Activation of resting T lymphocytes by cross-linked anti-CD3 (T3)

Abstract

In this study we have examined the role of small numbers of adherent cells in the stimulation of highly purified resting T lymphocytes by cross‐linked monoclonal anti‐CD3 antibodies (T3). T cells were obtained by 3 cycles of purification, using adherence to plastic surface, nylon wool column separation and rosetting with 2‐aminoethyl isothiouronium bromide‐treated sheep red blood cells. They were stimulated either with T3 antibodies or with solid‐phase rabbit anti‐mouse IgG‐T3 complexes. In standard high density cultures (1 × 10⁵−2 × 10⁵ cells), soluble T3, interleukin (IL) 1 and IL 2, used separately, did not induce proliferation of T cells. Soluble T3 together with IL 2 slightly activated T cells to proliferate. Rabbit anti‐mouse IgG‐T3 complexes attached to the plastic wells induced stimulation in some cultures. The response was markedly increased after addition of IL 2, but not IL 1. The irregular response of these cultures suggested the presence of another variable signal.

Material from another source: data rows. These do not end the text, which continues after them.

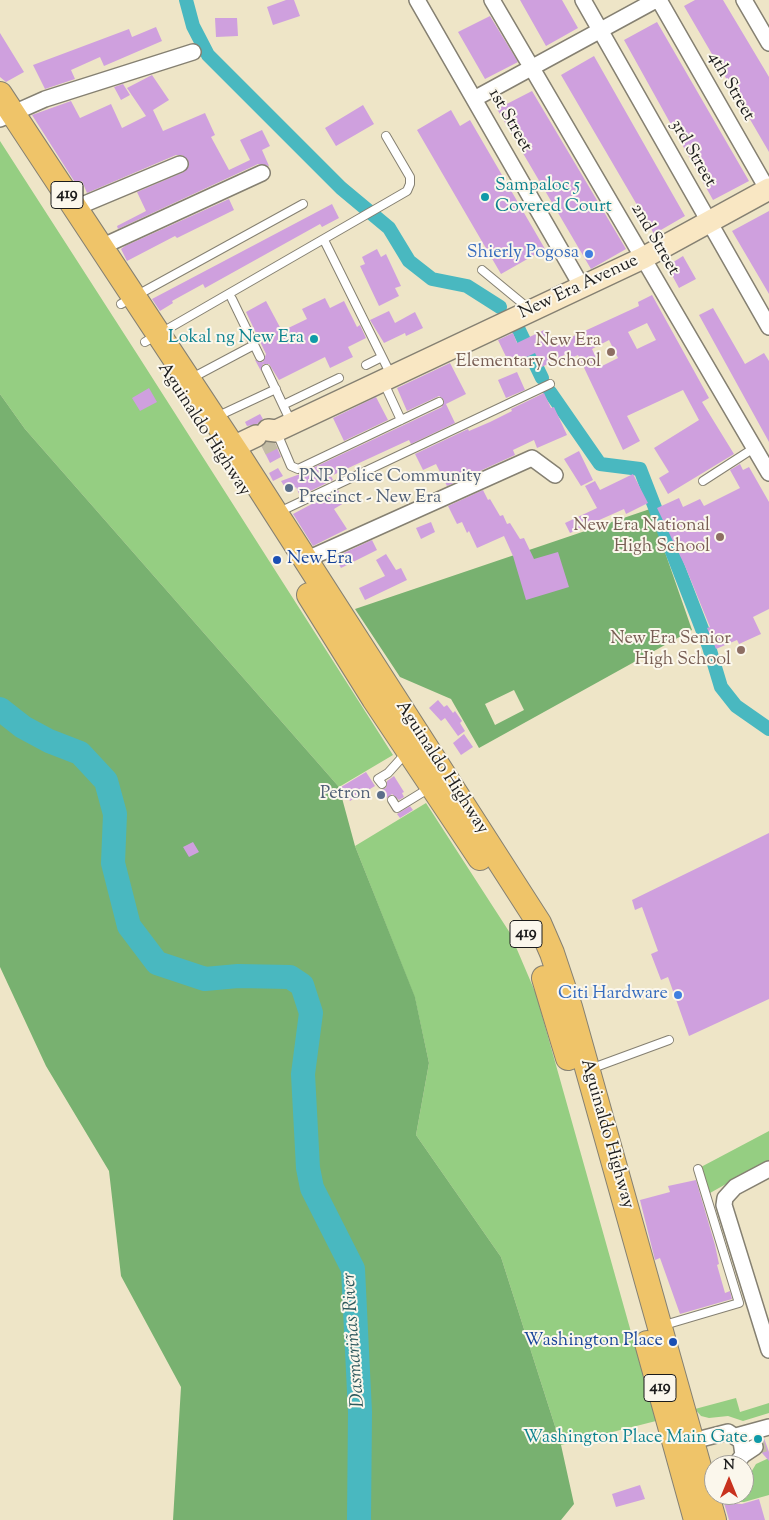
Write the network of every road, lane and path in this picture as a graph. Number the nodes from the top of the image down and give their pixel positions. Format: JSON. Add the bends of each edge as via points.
{"nodes":[{"id":1,"x":417,"y":0,"type":"edge"},
{"id":2,"x":492,"y":0,"type":"edge"},
{"id":3,"x":583,"y":0,"type":"edge"},
{"id":4,"x":657,"y":0,"type":"edge"},
{"id":5,"x":744,"y":0,"type":"edge"},
{"id":6,"x":600,"y":30,"type":"junction"},
{"id":7,"x":769,"y":43,"type":"edge"},
{"id":8,"x":193,"y":52,"type":"dead end"},
{"id":9,"x":532,"y":68,"type":"junction"},
{"id":10,"x":474,"y":99,"type":"junction"},
{"id":11,"x":3,"y":112,"type":"edge"},
{"id":12,"x":386,"y":136,"type":"dead end"},
{"id":13,"x":180,"y":164,"type":"dead end"},
{"id":14,"x":262,"y":173,"type":"dead end"},
{"id":15,"x":768,"y":190,"type":"edge"},
{"id":16,"x":303,"y":204,"type":"dead end"},
{"id":17,"x":75,"y":208,"type":"junction"},
{"id":18,"x":710,"y":223,"type":"junction"},
{"id":19,"x":324,"y":240,"type":"junction"},
{"id":20,"x":101,"y":248,"type":"junction"},
{"id":21,"x":644,"y":258,"type":"junction"},
{"id":22,"x":482,"y":270,"type":"dead end"},
{"id":23,"x":582,"y":287,"type":"junction"},
{"id":24,"x":232,"y":299,"type":"dead end"},
{"id":25,"x":127,"y":300,"type":"junction"},
{"id":26,"x":527,"y":313,"type":"junction"},
{"id":27,"x":769,"y":327,"type":"edge"},
{"id":28,"x":151,"y":338,"type":"junction"},
{"id":29,"x":254,"y":346,"type":"junction"},
{"id":30,"x":260,"y":357,"type":"dead end"},
{"id":31,"x":382,"y":357,"type":"junction"},
{"id":32,"x":366,"y":365,"type":"dead end"},
{"id":33,"x":266,"y":369,"type":"dead end"},
{"id":34,"x":339,"y":378,"type":"dead end"},
{"id":35,"x":387,"y":379,"type":"junction"},
{"id":36,"x":189,"y":380,"type":"junction"},
{"id":37,"x":550,"y":384,"type":"dead end"},
{"id":38,"x":276,"y":389,"type":"junction"},
{"id":39,"x":439,"y":402,"type":"dead end"},
{"id":40,"x":214,"y":418,"type":"junction"},
{"id":41,"x":402,"y":420,"type":"junction"},
{"id":42,"x":273,"y":430,"type":"junction"},
{"id":43,"x":754,"y":448,"type":"junction"},
{"id":44,"x":231,"y":454,"type":"junction"},
{"id":45,"x":769,"y":473,"type":"edge"},
{"id":46,"x":555,"y":475,"type":"dead end"},
{"id":47,"x":703,"y":481,"type":"dead end"},
{"id":48,"x":275,"y":514,"type":"junction"},
{"id":49,"x":305,"y":560,"type":"junction"},
{"id":50,"x":321,"y":599,"type":"junction"},
{"id":51,"x":415,"y":744,"type":"junction"},
{"id":52,"x":382,"y":784,"type":"dead end"},
{"id":53,"x":444,"y":788,"type":"junction"},
{"id":54,"x":402,"y":794,"type":"dead end"},
{"id":55,"x":392,"y":800,"type":"dead end"},
{"id":56,"x":407,"y":802,"type":"junction"},
{"id":57,"x":669,"y":1040,"type":"dead end"},
{"id":58,"x":587,"y":1086,"type":"junction"},
{"id":59,"x":698,"y":1169,"type":"dead end"},
{"id":60,"x":769,"y":1169,"type":"edge"},
{"id":61,"x":659,"y":1326,"type":"junction"},
{"id":62,"x":769,"y":1350,"type":"edge"},
{"id":63,"x":769,"y":1427,"type":"edge"},
{"id":64,"x":736,"y":1436,"type":"junction"},
{"id":65,"x":684,"y":1444,"type":"junction"},
{"id":66,"x":765,"y":1446,"type":"tunnel mouth"},
{"id":67,"x":740,"y":1455,"type":"edge"},
{"id":68,"x":748,"y":1455,"type":"edge"},
{"id":69,"x":700,"y":1476,"type":"edge"},
{"id":70,"x":696,"y":1520,"type":"edge"},
{"id":71,"x":714,"y":1520,"type":"edge"}],
"edges":[{"from":1,"to":10,"type":"street","name":"1st Street"},
{"from":2,"to":9,"type":"street","name":"2nd Street"},
{"from":3,"to":6,"type":"street","name":"3rd Street"},
{"from":4,"to":6,"type":"street"},
{"from":4,"to":15,"type":"street","name":"4th Street"},
{"from":5,"to":7,"type":"street"},
{"from":6,"to":9,"type":"street"},
{"from":6,"to":18,"type":"street","name":"3rd Street"},
{"from":8,"to":11,"type":"street"},
{"from":9,"to":10,"type":"street"},
{"from":9,"to":21,"type":"street","name":"2nd Street"},
{"from":10,"to":23,"type":"street","name":"1st Street"},
{"from":11,"to":17,"type":"main road","name":"Aguinaldo Highway","number":"419"},
{"from":11,"to":25,"type":"main road","name":"Aguinaldo Highway","number":"419"},
{"from":12,"to":19,"type":"lane","via":[[410,177],[407,190]]},
{"from":13,"to":17,"type":"street"},
{"from":14,"to":20,"type":"street"},
{"from":15,"to":18,"type":"street","name":"New Era Avenue"},
{"from":16,"to":25,"type":"lane"},
{"from":17,"to":20,"type":"main road","name":"Aguinaldo Highway","number":"419"},
{"from":18,"to":21,"type":"street","name":"New Era Avenue"},
{"from":18,"to":27,"type":"street","name":"3rd Street"},
{"from":19,"to":28,"type":"lane"},
{"from":19,"to":31,"type":"lane"},
{"from":20,"to":25,"type":"main road","name":"Aguinaldo Highway","number":"419"},
{"from":21,"to":23,"type":"street","name":"New Era Avenue"},
{"from":21,"to":43,"type":"street","name":"2nd Street"},
{"from":22,"to":26,"type":"lane","via":[[522,303]]},
{"from":23,"to":26,"type":"street","name":"New Era Avenue"},
{"from":24,"to":29,"type":"lane"},
{"from":25,"to":28,"type":"main road","name":"Aguinaldo Highway","number":"419"},
{"from":26,"to":35,"type":"street","name":"New Era Avenue"},
{"from":28,"to":36,"type":"main road","name":"Aguinaldo Highway","number":"419"},
{"from":28,"to":44,"type":"main road","name":"Aguinaldo Highway","number":"419"},
{"from":29,"to":30,"type":"lane"},
{"from":29,"to":36,"type":"lane"},
{"from":31,"to":32,"type":"lane"},
{"from":31,"to":35,"type":"lane"},
{"from":33,"to":38,"type":"lane"},
{"from":34,"to":42,"type":"lane"},
{"from":35,"to":41,"type":"lane"},
{"from":35,"to":42,"type":"street","name":"New Era Avenue"},
{"from":36,"to":40,"type":"main road","name":"Aguinaldo Highway","number":"419"},
{"from":37,"to":48,"type":"lane"},
{"from":38,"to":40,"type":"lane"},
{"from":38,"to":42,"type":"lane"},
{"from":39,"to":41,"type":"lane"},
{"from":40,"to":44,"type":"main road","name":"Aguinaldo Highway","number":"419"},
{"from":41,"to":42,"type":"lane","via":[[298,469],[292,466]]},
{"from":42,"to":44,"type":"street","name":"New Era Avenue"},
{"from":43,"to":45,"type":"street","name":"2nd Street"},
{"from":43,"to":47,"type":"lane"},
{"from":44,"to":48,"type":"main road","name":"Aguinaldo Highway","number":"419"},
{"from":44,"to":50,"type":"main road","name":"Aguinaldo Highway","number":"419"},
{"from":46,"to":49,"type":"street","via":[[532,458]]},
{"from":48,"to":49,"type":"main road","name":"Aguinaldo Highway","number":"419"},
{"from":49,"to":50,"type":"main road","name":"Aguinaldo Highway","number":"419"},
{"from":50,"to":51,"type":"main road","name":"Aguinaldo Highway","number":"419"},
{"from":51,"to":52,"type":"lane","via":[[390,775],[378,779]]},
{"from":51,"to":53,"type":"main road","name":"Aguinaldo Highway","number":"419"},
{"from":53,"to":56,"type":"lane","via":[[423,792]]},
{"from":53,"to":58,"type":"main road","name":"Aguinaldo Highway","number":"419","via":[[522,926]]},
{"from":54,"to":56,"type":"lane"},
{"from":55,"to":56,"type":"lane","via":[[397,808]]},
{"from":57,"to":58,"type":"lane"},
{"from":58,"to":61,"type":"main road","name":"Aguinaldo Highway","number":"419"},
{"from":58,"to":65,"type":"main road","name":"Aguinaldo Highway","number":"419"},
{"from":59,"to":61,"type":"lane","via":[[739,1303]]},
{"from":60,"to":62,"type":"street","via":[[735,1187],[725,1198],[725,1213]]},
{"from":61,"to":65,"type":"main road","name":"Aguinaldo Highway","number":"419"},
{"from":63,"to":64,"type":"street"},
{"from":64,"to":65,"type":"street","via":[[724,1432]]},
{"from":64,"to":67,"type":"street","via":[[743,1445]]},
{"from":65,"to":69,"type":"main road","name":"Aguinaldo Highway","number":"419"},
{"from":66,"to":68,"type":"street"},
{"from":69,"to":70,"type":"main road","name":"Aguinaldo Highway","number":"419"},
{"from":69,"to":71,"type":"main road","name":"Aguinaldo Highway","number":"419"}]}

When cell numbers were reduced (12 × 10³ cells), neither cross‐linking of the CD3‐T_i complex nor addition of exogenous IL 1 or IL 2, alone or in combination, stimulated the T cells to increase DNA synthesis. A positive response, comparable to complete peripheral blood mononuclear cells, was restored with 0.5% supplemented adherent cells, provided that IL 2 was present.